How disbarred CT attorney will pay for court-ordered mental

The disbarred former Hamden attorney accused of making antisemitic remarks about a judge has asked her insurance provider to foot the bill for a mental health evaluation to determine if she has a “condition” that would prevent her from following court orders, her attorney said Tuesday.

Nickola Cunha had until Tuesday to provide Middletown Superior Court Judge Thomas Moukawsher with a plan to get the evaluation, which her attorney Norm Pattis said could cost as much as $15,000 if done by clinicians associated with Yale University.

As of last week, Cunha’s family didn’t have the money to pay for the Yale evaluation, which Pattis considered the “gold standard” for determining if a client is competent to participate in their own defense.


On Tuesday, Pattis told Moukawsher during a remote court proceeding that his client’s insurance provider has agreed to pay for the evaluation, but there’s a catch — it can’t be “categorized as a competency” evaluation. Pattis didn’t explain why the insurer wanted specific language. He instead asked the judge for a “short leash” and a court date in one week to confirm that the insurance company would pay.

“We are not 100 percent sure, but we think we have the problem solved,” Pattis said of the issue of who will pay for the evaluation.

Unlike criminal proceedings where the state pays to determine if a defendant is competent to participate in their own defense, the clinicians would be examining whether Cunha, who has repeatedly defied Moukawsher’s orders, had a mental health issue that prevented her from cooperating with the details of her disbarment. The judge has said Cunha has failed to provide accurate client names and contact information and detailed recipients for the time she spent on their cases.

Moukawsher disbarred Cunha, 54, of Wallingford, earlier this year after she filed a motion requesting that a family court judge be removed from a pending divorce case because he “showed bias in favor of Jewish litigants and the disabled,” court documents said.
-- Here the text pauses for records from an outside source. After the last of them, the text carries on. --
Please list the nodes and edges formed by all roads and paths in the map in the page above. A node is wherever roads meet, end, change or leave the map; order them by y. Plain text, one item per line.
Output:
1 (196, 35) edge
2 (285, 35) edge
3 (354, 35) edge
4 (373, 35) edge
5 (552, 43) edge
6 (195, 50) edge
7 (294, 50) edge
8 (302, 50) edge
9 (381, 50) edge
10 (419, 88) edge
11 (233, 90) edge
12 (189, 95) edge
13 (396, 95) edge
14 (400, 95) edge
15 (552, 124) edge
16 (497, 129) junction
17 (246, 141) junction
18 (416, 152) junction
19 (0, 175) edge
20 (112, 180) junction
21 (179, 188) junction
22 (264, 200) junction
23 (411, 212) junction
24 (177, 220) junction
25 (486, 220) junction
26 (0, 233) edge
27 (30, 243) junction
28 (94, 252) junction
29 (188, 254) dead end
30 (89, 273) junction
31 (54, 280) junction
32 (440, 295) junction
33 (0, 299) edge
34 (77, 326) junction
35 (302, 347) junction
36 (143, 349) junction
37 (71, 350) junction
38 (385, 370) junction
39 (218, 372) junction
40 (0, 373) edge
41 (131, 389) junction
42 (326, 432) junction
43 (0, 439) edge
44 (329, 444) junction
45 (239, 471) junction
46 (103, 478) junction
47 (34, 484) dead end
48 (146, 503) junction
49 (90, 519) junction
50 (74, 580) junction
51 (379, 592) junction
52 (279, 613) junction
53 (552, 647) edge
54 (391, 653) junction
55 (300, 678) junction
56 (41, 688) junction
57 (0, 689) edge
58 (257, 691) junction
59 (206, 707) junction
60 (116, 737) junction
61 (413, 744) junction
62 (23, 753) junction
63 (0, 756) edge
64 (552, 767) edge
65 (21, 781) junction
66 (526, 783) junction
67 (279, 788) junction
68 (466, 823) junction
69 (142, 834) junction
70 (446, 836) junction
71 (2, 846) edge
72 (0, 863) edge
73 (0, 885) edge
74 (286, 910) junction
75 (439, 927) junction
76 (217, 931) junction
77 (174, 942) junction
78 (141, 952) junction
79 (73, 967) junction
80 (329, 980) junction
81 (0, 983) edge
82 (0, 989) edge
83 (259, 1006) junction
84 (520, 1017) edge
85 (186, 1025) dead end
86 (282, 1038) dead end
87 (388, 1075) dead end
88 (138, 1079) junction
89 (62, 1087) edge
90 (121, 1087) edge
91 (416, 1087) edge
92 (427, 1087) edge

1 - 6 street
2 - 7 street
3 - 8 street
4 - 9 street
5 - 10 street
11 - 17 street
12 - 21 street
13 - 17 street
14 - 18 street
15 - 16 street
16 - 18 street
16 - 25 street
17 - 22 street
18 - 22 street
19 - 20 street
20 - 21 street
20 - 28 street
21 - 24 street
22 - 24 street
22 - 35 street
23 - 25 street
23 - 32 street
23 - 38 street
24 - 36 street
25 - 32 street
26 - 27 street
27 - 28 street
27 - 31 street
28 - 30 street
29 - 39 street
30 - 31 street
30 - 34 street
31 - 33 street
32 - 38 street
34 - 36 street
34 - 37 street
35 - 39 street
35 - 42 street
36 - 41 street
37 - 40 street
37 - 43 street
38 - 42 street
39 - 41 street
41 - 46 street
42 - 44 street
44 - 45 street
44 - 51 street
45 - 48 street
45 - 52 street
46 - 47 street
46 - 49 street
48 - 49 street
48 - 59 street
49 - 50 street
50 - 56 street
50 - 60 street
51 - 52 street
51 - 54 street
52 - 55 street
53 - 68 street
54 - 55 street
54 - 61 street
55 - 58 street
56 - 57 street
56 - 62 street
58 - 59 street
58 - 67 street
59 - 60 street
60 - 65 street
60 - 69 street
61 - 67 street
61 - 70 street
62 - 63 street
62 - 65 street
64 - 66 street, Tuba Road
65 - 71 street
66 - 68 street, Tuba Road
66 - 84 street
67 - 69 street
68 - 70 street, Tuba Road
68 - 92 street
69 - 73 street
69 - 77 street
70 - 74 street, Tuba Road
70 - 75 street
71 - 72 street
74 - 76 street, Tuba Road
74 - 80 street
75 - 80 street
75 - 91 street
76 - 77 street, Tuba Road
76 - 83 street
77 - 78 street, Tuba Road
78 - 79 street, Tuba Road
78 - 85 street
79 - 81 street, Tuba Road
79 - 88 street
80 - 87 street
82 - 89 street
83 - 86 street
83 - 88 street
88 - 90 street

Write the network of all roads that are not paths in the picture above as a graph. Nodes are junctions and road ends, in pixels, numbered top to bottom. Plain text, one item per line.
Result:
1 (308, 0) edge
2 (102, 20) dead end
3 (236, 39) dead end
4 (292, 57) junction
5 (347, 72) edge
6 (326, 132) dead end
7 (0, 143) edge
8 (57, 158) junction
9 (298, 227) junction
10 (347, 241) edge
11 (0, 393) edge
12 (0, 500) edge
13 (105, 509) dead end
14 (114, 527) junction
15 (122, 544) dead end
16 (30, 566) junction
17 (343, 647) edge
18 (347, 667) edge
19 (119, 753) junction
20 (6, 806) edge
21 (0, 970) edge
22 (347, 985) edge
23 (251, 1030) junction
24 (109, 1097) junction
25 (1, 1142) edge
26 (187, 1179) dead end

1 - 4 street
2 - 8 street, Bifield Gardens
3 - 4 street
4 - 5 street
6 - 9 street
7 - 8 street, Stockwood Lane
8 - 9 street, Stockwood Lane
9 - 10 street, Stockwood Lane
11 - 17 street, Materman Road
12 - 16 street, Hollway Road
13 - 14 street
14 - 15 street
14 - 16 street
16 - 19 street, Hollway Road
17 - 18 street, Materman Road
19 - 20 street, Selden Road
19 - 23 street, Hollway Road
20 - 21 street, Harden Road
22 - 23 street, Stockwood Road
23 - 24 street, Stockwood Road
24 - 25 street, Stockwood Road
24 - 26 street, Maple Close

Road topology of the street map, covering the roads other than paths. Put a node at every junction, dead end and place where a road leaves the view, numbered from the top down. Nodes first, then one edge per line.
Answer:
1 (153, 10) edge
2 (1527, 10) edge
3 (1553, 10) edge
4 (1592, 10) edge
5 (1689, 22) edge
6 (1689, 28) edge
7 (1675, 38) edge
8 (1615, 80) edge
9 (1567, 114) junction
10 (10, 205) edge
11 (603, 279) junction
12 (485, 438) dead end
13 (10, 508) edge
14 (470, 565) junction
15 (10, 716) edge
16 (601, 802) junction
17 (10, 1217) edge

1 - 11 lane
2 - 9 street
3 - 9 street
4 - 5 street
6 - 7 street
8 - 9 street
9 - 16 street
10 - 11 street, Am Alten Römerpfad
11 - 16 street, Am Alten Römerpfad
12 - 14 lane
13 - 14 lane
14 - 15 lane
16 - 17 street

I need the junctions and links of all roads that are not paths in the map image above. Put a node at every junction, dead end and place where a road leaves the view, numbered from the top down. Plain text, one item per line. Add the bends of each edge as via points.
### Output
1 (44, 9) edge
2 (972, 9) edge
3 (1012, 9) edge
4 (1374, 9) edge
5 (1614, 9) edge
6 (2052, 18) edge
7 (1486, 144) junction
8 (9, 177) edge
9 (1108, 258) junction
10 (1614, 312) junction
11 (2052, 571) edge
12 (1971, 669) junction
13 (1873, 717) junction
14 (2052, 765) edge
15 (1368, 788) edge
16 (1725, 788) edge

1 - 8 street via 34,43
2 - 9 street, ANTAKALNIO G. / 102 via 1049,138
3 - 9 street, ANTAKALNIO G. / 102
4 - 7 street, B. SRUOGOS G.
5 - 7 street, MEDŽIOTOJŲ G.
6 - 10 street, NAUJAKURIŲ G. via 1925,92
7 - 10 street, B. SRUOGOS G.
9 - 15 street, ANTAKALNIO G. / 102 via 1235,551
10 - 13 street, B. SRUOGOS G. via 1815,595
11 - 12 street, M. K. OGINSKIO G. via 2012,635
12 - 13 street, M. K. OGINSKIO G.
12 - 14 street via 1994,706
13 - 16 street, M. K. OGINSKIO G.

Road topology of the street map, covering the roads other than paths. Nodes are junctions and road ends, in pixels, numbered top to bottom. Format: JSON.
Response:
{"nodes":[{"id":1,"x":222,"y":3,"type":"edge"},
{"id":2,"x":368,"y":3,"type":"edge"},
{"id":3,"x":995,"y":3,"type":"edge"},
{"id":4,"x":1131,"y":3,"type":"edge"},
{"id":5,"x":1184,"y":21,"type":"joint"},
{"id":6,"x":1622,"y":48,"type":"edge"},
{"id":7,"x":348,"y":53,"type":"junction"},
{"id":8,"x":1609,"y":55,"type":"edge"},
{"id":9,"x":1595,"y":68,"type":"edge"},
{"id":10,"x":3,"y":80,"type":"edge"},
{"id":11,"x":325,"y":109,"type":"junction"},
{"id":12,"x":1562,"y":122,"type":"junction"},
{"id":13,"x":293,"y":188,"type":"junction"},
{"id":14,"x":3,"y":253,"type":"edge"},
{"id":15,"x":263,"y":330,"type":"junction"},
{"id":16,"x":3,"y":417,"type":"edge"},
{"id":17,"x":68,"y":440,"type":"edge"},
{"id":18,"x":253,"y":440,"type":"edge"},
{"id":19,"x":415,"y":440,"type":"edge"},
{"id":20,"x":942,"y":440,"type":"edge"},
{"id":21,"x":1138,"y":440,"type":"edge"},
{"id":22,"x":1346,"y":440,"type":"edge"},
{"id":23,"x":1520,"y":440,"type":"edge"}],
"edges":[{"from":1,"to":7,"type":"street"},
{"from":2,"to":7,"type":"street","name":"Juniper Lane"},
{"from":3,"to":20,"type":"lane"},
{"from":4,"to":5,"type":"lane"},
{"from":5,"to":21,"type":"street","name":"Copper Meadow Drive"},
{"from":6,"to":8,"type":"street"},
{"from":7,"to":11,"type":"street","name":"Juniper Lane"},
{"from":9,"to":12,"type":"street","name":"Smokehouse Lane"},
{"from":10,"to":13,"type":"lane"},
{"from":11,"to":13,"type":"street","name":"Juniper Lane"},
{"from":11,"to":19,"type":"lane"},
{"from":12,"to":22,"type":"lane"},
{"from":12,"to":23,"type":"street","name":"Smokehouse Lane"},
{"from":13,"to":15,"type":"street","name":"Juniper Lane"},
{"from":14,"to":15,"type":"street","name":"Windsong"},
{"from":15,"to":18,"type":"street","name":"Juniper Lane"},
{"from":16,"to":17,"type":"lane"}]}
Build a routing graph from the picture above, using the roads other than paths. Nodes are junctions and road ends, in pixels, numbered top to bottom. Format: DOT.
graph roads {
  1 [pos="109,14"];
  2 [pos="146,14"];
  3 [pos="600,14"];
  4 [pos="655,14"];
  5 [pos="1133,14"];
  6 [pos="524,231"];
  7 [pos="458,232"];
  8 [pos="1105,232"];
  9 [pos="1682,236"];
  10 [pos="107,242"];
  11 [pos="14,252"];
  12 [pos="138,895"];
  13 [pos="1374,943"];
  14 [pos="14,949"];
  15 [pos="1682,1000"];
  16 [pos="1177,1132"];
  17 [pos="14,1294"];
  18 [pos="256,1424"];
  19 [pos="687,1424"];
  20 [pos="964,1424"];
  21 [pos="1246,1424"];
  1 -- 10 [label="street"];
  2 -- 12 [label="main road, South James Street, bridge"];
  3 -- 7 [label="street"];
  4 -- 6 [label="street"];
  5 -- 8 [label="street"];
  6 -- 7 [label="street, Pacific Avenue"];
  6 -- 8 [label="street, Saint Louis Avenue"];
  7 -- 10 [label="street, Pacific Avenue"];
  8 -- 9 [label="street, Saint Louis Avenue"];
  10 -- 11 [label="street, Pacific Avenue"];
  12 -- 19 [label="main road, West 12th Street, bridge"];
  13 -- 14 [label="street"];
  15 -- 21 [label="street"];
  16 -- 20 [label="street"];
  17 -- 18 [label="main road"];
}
Cunha then repeatedly failed to take the steps required by Moukawsher to settle her affairs with several clients, court documents showed. Her resistance to provide information to an appointed trustee led her to be brought to court in shackles this month following a weekend in the custody of the state Department of Correction, the judge pointed out.

During that court appearance, Pattis contended that his client might be suffering from a mental health condition and she would invoke the Fifth Amendment if asked questions about her billing practices. At least one client has accused Cunha of taking $70,000 from a settlement without her permission or knowledge, court documents said.

After discussing the plan for the mental health evaluation, Moukawsher asked Pattis and Brian Staines, the state’s Chief Disciplinary Counsel, if they had been contacted by prosecutors about potential charges in connection with the client claims.

“Is there any activity I should be aware of?” the judge asked Tuesday.

Pattis and Staines said they had not been contacted by any prosecutors regarding Cunha’s clients. Moukawsher then agreed to give Pattis one week to confirm the insurer would pay for the evaluation.

Cunha was disbarred in January after Moukawsher ruled she had made “empty and malicious claims,” alleging another judge was engaged in a Judaism-based conspiracy and protected child sexual abuse as part of her representation of a Glastonbury woman engaged in a dissolution of marriage case.

As part of the ruling, Moukawsher ordered Cunha in April to turn over her clients’ contact information, along with active and pending files to a court-appointed trustee. The judge noted at the time that a recent withdrawal of $30,000 from a client’s account may have been illegal and required an audit. That figure ballooned to $78,000 after a discussion with the client, Staines said in court documents.

Cunha turned over the information for three clients on May 13, according to the trustee who was appointed by the court after her disbarment. But Cunha failed to supply complete information for several other clients, court documents said.